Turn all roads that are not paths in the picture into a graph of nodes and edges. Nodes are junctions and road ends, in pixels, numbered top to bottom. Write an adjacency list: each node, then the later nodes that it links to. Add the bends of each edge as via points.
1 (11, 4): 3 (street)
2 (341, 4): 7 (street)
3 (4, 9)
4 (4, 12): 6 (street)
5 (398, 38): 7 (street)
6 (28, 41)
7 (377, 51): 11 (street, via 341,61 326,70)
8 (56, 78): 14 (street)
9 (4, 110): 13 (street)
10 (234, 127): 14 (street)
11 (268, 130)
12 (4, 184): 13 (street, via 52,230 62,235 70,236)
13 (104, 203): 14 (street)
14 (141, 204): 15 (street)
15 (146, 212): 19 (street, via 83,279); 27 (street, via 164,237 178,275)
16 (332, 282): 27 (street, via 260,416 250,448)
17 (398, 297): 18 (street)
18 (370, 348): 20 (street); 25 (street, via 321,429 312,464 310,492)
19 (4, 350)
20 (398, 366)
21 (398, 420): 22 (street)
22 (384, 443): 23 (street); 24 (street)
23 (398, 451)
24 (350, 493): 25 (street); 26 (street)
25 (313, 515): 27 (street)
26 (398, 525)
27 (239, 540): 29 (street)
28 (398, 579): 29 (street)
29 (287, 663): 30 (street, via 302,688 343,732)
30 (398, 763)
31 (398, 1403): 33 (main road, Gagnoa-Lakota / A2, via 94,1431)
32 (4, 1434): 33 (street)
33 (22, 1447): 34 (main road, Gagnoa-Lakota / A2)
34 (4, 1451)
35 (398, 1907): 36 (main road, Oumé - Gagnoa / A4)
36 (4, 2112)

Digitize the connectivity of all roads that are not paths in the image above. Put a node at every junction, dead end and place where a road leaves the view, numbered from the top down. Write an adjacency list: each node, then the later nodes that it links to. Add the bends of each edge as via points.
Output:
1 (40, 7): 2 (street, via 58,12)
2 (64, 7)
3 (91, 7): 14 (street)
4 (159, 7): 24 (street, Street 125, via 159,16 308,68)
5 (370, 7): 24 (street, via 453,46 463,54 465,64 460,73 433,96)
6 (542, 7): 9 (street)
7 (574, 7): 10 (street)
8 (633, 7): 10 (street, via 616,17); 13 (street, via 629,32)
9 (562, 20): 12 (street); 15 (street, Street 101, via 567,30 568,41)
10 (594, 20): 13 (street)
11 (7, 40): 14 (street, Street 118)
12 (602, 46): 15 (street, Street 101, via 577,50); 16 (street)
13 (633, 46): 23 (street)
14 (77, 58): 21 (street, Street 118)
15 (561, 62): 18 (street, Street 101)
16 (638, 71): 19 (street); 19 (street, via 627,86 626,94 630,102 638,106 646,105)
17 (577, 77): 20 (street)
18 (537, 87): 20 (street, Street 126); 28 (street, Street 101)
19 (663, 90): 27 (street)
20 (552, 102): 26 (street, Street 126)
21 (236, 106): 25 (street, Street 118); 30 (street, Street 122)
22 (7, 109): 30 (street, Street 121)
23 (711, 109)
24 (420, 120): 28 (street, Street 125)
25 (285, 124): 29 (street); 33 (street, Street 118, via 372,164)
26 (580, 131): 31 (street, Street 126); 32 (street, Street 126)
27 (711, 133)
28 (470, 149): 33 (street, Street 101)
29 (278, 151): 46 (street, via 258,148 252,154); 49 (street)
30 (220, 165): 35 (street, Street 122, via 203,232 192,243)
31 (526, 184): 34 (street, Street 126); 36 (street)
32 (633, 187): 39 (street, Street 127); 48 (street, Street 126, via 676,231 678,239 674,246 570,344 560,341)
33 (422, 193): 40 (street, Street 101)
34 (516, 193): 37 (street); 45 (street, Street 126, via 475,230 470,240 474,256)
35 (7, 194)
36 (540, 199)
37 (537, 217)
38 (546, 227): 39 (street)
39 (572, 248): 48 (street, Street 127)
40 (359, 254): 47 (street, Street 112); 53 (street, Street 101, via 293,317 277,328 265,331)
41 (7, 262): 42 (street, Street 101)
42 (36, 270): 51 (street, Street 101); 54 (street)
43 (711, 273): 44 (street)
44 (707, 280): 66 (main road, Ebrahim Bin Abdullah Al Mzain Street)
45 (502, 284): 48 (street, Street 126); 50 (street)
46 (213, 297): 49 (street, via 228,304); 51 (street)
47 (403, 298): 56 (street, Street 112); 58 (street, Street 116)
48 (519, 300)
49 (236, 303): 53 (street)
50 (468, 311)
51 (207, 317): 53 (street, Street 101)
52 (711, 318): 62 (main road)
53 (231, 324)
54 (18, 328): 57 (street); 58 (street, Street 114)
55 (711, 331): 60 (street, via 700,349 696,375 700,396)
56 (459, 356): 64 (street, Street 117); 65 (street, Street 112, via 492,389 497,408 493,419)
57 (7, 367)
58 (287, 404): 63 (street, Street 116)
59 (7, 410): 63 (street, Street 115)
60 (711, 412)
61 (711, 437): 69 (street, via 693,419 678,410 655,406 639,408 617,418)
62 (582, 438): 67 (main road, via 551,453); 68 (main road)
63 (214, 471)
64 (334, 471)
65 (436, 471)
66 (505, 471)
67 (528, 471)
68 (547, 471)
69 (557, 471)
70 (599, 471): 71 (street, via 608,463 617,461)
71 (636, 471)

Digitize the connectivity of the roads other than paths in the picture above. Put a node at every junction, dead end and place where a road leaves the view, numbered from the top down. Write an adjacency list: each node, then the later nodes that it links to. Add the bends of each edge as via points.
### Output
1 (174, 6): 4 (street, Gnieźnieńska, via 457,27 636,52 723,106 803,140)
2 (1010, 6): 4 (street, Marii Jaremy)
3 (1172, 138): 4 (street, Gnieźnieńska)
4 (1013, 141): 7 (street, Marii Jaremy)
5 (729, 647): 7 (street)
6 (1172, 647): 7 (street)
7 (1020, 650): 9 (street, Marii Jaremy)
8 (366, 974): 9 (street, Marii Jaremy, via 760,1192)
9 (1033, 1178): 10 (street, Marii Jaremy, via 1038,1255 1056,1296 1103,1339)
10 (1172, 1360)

------------------------------------

**ACTIVITY:**
Each line above must be reproduced exactly as it stands.

**RESPONSE FOR THIS EXERCISE:**
Turn all roads that are not paths in the picture into a graph of nodes and edges. Nodes are junctions and road ends, in pixels, numbered top to bottom. Write an adjacency list: each node, then the later nodes that it links to. Add the bends of each edge as via points.
1 (11, 4): 3 (street)
2 (341, 4): 7 (street)
3 (4, 9)
4 (4, 12): 6 (street)
5 (398, 38): 7 (street)
6 (28, 41)
7 (377, 51): 11 (street, via 341,61 326,70)
8 (56, 78): 14 (street)
9 (4, 110): 13 (street)
10 (234, 127): 14 (street)
11 (268, 130)
12 (4, 184): 13 (street, via 52,230 62,235 70,236)
13 (104, 203): 14 (street)
14 (141, 204): 15 (street)
15 (146, 212): 19 (street, via 83,279); 27 (street, via 164,237 178,275)
16 (332, 282): 27 (street, via 260,416 250,448)
17 (398, 297): 18 (street)
18 (370, 348): 20 (street); 25 (street, via 321,429 312,464 310,492)
19 (4, 350)
20 (398, 366)
21 (398, 420): 22 (street)
22 (384, 443): 23 (street); 24 (street)
23 (398, 451)
24 (350, 493): 25 (street); 26 (street)
25 (313, 515): 27 (street)
26 (398, 525)
27 (239, 540): 29 (street)
28 (398, 579): 29 (street)
29 (287, 663): 30 (street, via 302,688 343,732)
30 (398, 763)
31 (398, 1403): 33 (main road, Gagnoa-Lakota / A2, via 94,1431)
32 (4, 1434): 33 (street)
33 (22, 1447): 34 (main road, Gagnoa-Lakota / A2)
34 (4, 1451)
35 (398, 1907): 36 (main road, Oumé - Gagnoa / A4)
36 (4, 2112)

Digitize the connectivity of all roads that are not paths in the image above. Put a node at every junction, dead end and place where a road leaves the view, numbered from the top down. Write an adjacency list: each node, then the later nodes that it links to. Add the bends of each edge as via points.
Output:
1 (40, 7): 2 (street, via 58,12)
2 (64, 7)
3 (91, 7): 14 (street)
4 (159, 7): 24 (street, Street 125, via 159,16 308,68)
5 (370, 7): 24 (street, via 453,46 463,54 465,64 460,73 433,96)
6 (542, 7): 9 (street)
7 (574, 7): 10 (street)
8 (633, 7): 10 (street, via 616,17); 13 (street, via 629,32)
9 (562, 20): 12 (street); 15 (street, Street 101, via 567,30 568,41)
10 (594, 20): 13 (street)
11 (7, 40): 14 (street, Street 118)
12 (602, 46): 15 (street, Street 101, via 577,50); 16 (street)
13 (633, 46): 23 (street)
14 (77, 58): 21 (street, Street 118)
15 (561, 62): 18 (street, Street 101)
16 (638, 71): 19 (street); 19 (street, via 627,86 626,94 630,102 638,106 646,105)
17 (577, 77): 20 (street)
18 (537, 87): 20 (street, Street 126); 28 (street, Street 101)
19 (663, 90): 27 (street)
20 (552, 102): 26 (street, Street 126)
21 (236, 106): 25 (street, Street 118); 30 (street, Street 122)
22 (7, 109): 30 (street, Street 121)
23 (711, 109)
24 (420, 120): 28 (street, Street 125)
25 (285, 124): 29 (street); 33 (street, Street 118, via 372,164)
26 (580, 131): 31 (street, Street 126); 32 (street, Street 126)
27 (711, 133)
28 (470, 149): 33 (street, Street 101)
29 (278, 151): 46 (street, via 258,148 252,154); 49 (street)
30 (220, 165): 35 (street, Street 122, via 203,232 192,243)
31 (526, 184): 34 (street, Street 126); 36 (street)
32 (633, 187): 39 (street, Street 127); 48 (street, Street 126, via 676,231 678,239 674,246 570,344 560,341)
33 (422, 193): 40 (street, Street 101)
34 (516, 193): 37 (street); 45 (street, Street 126, via 475,230 470,240 474,256)
35 (7, 194)
36 (540, 199)
37 (537, 217)
38 (546, 227): 39 (street)
39 (572, 248): 48 (street, Street 127)
40 (359, 254): 47 (street, Street 112); 53 (street, Street 101, via 293,317 277,328 265,331)
41 (7, 262): 42 (street, Street 101)
42 (36, 270): 51 (street, Street 101); 54 (street)
43 (711, 273): 44 (street)
44 (707, 280): 66 (main road, Ebrahim Bin Abdullah Al Mzain Street)
45 (502, 284): 48 (street, Street 126); 50 (street)
46 (213, 297): 49 (street, via 228,304); 51 (street)
47 (403, 298): 56 (street, Street 112); 58 (street, Street 116)
48 (519, 300)
49 (236, 303): 53 (street)
50 (468, 311)
51 (207, 317): 53 (street, Street 101)
52 (711, 318): 62 (main road)
53 (231, 324)
54 (18, 328): 57 (street); 58 (street, Street 114)
55 (711, 331): 60 (street, via 700,349 696,375 700,396)
56 (459, 356): 64 (street, Street 117); 65 (street, Street 112, via 492,389 497,408 493,419)
57 (7, 367)
58 (287, 404): 63 (street, Street 116)
59 (7, 410): 63 (street, Street 115)
60 (711, 412)
61 (711, 437): 69 (street, via 693,419 678,410 655,406 639,408 617,418)
62 (582, 438): 67 (main road, via 551,453); 68 (main road)
63 (214, 471)
64 (334, 471)
65 (436, 471)
66 (505, 471)
67 (528, 471)
68 (547, 471)
69 (557, 471)
70 (599, 471): 71 (street, via 608,463 617,461)
71 (636, 471)

Digitize the connectivity of the roads other than paths in the picture above. Put a node at every junction, dead end and place where a road leaves the view, numbered from the top down. Write an adjacency list: each node, then the later nodes that it links to. Add the bends of each edge as via points.
### Output
1 (174, 6): 4 (street, Gnieźnieńska, via 457,27 636,52 723,106 803,140)
2 (1010, 6): 4 (street, Marii Jaremy)
3 (1172, 138): 4 (street, Gnieźnieńska)
4 (1013, 141): 7 (street, Marii Jaremy)
5 (729, 647): 7 (street)
6 (1172, 647): 7 (street)
7 (1020, 650): 9 (street, Marii Jaremy)
8 (366, 974): 9 (street, Marii Jaremy, via 760,1192)
9 (1033, 1178): 10 (street, Marii Jaremy, via 1038,1255 1056,1296 1103,1339)
10 (1172, 1360)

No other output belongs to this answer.